The situation truly was unprecedented. As if in some movie fantasy fight, the seemingly “98-pound weakling”- a youth-led Egyptian civil society- had managed to land a massive right hook against the heavyweight champ – the Egyptian military, one that knocked him to the ground and left him shaken and exposed. Another barrage of punches could potentially put him down for good. Should you move in and try to finish him off before he's had time to recover? Or would doing so expose you to the full fury of a cornered lion, now suddenly awakened and ready to attack without mercy to, quite literally, disarm the threat before him.
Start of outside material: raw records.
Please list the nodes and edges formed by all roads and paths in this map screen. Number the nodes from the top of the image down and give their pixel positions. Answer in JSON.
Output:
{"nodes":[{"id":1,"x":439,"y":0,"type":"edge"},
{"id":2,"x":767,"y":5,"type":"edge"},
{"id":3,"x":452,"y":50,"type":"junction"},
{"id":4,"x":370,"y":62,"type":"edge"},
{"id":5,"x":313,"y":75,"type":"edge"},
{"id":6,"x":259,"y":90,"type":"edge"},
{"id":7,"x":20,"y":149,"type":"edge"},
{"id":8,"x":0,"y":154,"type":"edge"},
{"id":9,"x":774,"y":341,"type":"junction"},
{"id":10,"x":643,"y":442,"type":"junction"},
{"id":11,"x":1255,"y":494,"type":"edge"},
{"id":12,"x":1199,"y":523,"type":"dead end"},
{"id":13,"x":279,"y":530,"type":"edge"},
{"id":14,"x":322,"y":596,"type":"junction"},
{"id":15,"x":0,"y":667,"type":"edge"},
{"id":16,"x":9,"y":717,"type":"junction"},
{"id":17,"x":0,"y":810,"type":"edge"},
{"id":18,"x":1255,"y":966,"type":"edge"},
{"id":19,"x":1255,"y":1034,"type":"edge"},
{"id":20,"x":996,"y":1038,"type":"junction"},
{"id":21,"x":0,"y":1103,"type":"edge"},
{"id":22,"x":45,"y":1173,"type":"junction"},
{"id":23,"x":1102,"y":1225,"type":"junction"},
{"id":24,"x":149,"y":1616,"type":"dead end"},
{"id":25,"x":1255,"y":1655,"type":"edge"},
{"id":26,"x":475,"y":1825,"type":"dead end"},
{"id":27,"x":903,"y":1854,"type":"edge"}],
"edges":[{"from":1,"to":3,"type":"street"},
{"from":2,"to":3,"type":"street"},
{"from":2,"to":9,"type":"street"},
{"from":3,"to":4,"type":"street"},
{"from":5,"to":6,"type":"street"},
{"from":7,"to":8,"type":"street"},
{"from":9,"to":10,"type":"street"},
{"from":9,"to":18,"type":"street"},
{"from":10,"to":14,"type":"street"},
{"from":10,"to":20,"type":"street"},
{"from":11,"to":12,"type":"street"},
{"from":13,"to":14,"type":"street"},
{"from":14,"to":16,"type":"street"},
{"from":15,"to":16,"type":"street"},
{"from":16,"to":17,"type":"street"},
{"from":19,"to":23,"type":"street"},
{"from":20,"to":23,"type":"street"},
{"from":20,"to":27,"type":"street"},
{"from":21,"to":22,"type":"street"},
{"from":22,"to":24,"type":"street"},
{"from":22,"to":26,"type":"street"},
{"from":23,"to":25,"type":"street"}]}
This was the choice facing the young, largely accidental revolutionaries (accidental in that hardly anyone imagined on January 25, 2011 that their protests would spark a history-altering revolution). No one at that meeting, and no Egyptian activist I've ever met, had any illusions about the authoritarian nature, strategic goals and intentions of the Egyptian military, which had ruled the country since 1952. Hundreds of thousands of protesters might have chanted “the people and the army are one hand,” but the Tahrir organisers, like so many Egyptians, knew better. They knew that the military was using them as much as they were using it; a marriage of convenience that allowed history to be made but could unravel at any moment.

With 40 per cent of the country living on $2 dollars per day or less and Egyptians already reeling from two and a half weeks of protests, a reluctant consensus seemed to be emerging that the masses of Egyptians couldn't hold out through the weeks of political chaos and economic standstill that would be necessary to force the army to agree to a civilian-led transition that they didn't broadly control. And so the the SCAF-led transition was put into place, with the hope early on that the army would realise that its interests were served by shepherding the quickest possible transition towards civilian rule. 

Nothing left to lose

The last two and a half years have largely flowed more or less as one might have imagined once SCAF assumed control of the transition. The military's broad control of Egyptian politics for half a century, it's huge role in the economy – including in the transition to a neoliberal order that was supposed to weaken the grip of the old elites but broadly strengthened it, its highly authoritarian and patriarchal nature, and its guaranteed support from its major Western and Arab sponsors, all left it with little incentive or even ability to move the country along a path that would actually produce freedom, dignity, social justice, and an overall better life for most Egyptians.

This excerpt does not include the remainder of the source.